Since The Ferrari drivers are Kimmi Raikkonen (KR) and Sebastien Vettel (SV), the probability of Ferrari winning *both* races are represented by keys KR SV, SV KR, KR KR, and SV SV. And so the probability of Ferrari winning *both* races is:

In [None]:
winners = RJGP2.keys()
probs = RJGP2.values()
print(len(winners))
#Ferrari_wins_2 = {x for x in winners if x in ('KR SV', 'SV KR', 'KR KR', 'SV SV')}
Ferrari_wins_2 = {...}
#print(Ferrari_wins_2)
Ferrari_probs_2 = [RJGP2[k] for k in Ferrari_wins_2]
#Ferrari_wins_2_n_probs = list(zip(Ferrari_wins_2, Ferrari_probs_2))
#print('\n'.join([str(outcome) for outcome in Ferrari_wins_2_n_probs]))
Ferrari_wins_2_prob = sum(Ferrari_probs_2)
print('Probability of Ferrari drivers winning both races is: ' + str(Ferrari_wins_2_prob))

Now, the probability of Ferrari winning *one of these races* is any win combination that includes one of the Ferrari drivers as keys.
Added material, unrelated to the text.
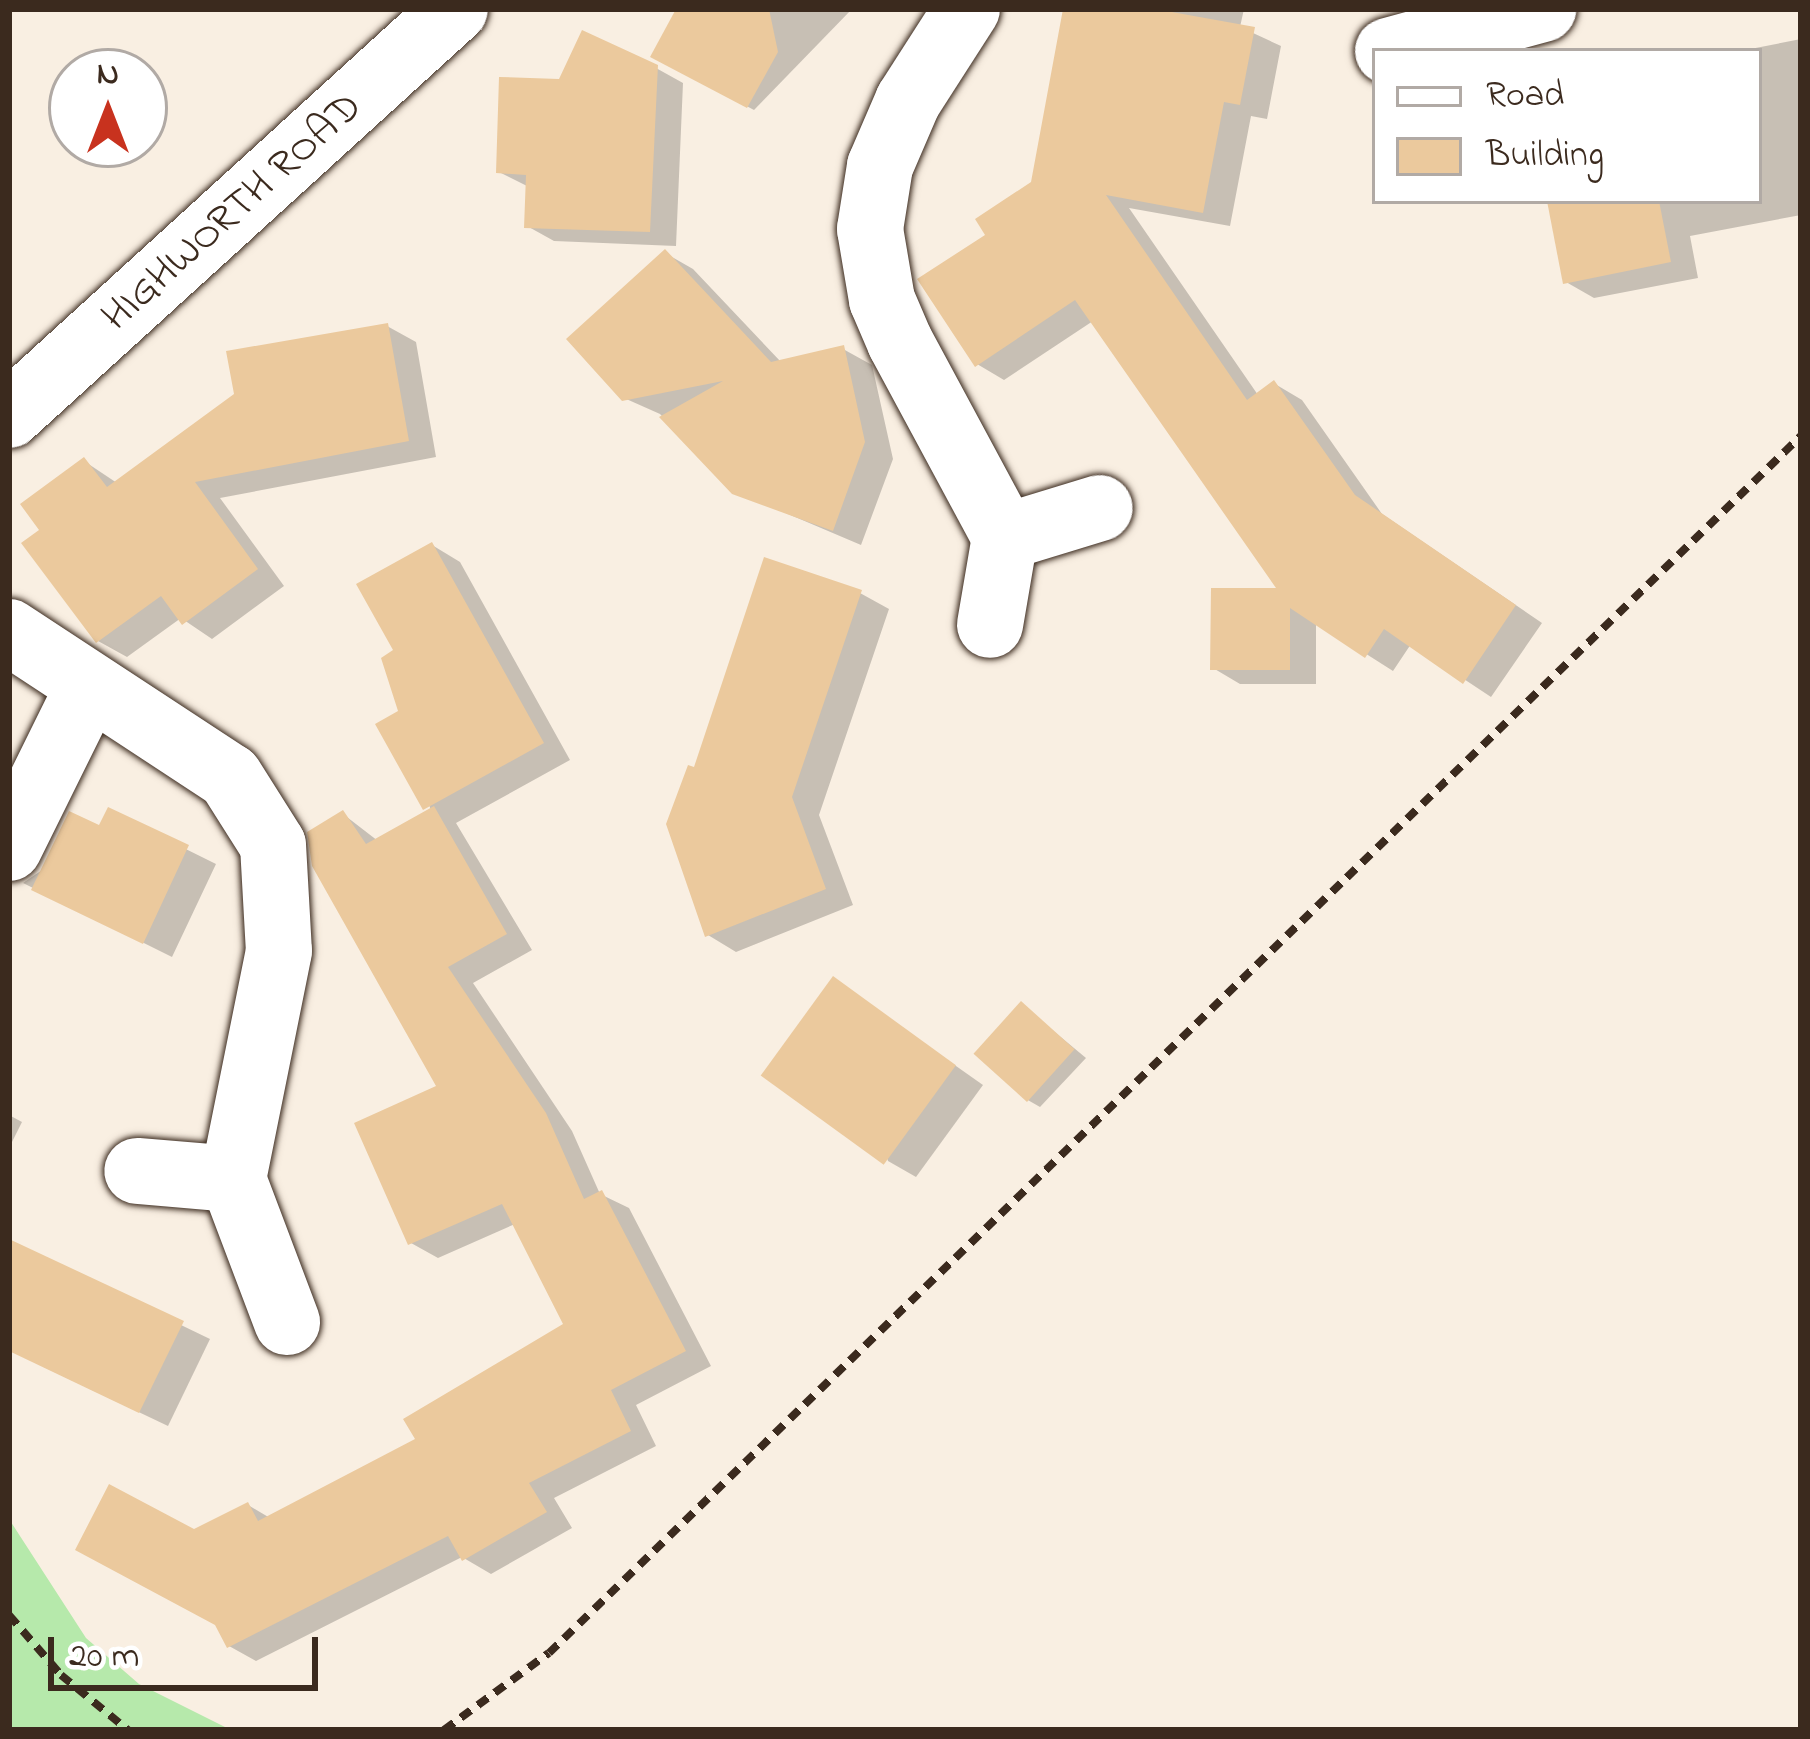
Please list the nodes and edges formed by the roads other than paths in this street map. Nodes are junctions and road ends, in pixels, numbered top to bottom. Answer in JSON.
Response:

Note that this includes *both* Ferrari drivers winning!

In [None]:
winners = RJGP2.keys()
print(len(winners))
#Ferrari_wins_1 = {x for x in winners if 'KR ' in x or ' KR' in x or 'SV ' in x or ' SV' in x}
Ferrari_wins_1 = {...}
print('all possible combinations for one Ferrari win: ')
print(sorted(Ferrari_wins_1))
#print('\n'.join(sorted(Ferrari_wins_1)))
print(len(Ferrari_wins_1))
Ferrari_probs_1 = [RJGP2[k] for k in Ferrari_wins_1]
#print(Ferrari_probs_1)
#print(len(Ferrari_probs_1))
#Ferrari_wins_1_probs = list(zip(Ferrari_wins_1, Ferrari_probs_1))
#print('\n'.join([str(outcome) for outcome in Ferrari_wins_1_n_probs]))
Ferrari_wins_1_prob = sum(Ferrari_probs_1)
print('Probability of Ferrari drivers winning one of these races is: ' + str(Ferrari_wins_1_prob))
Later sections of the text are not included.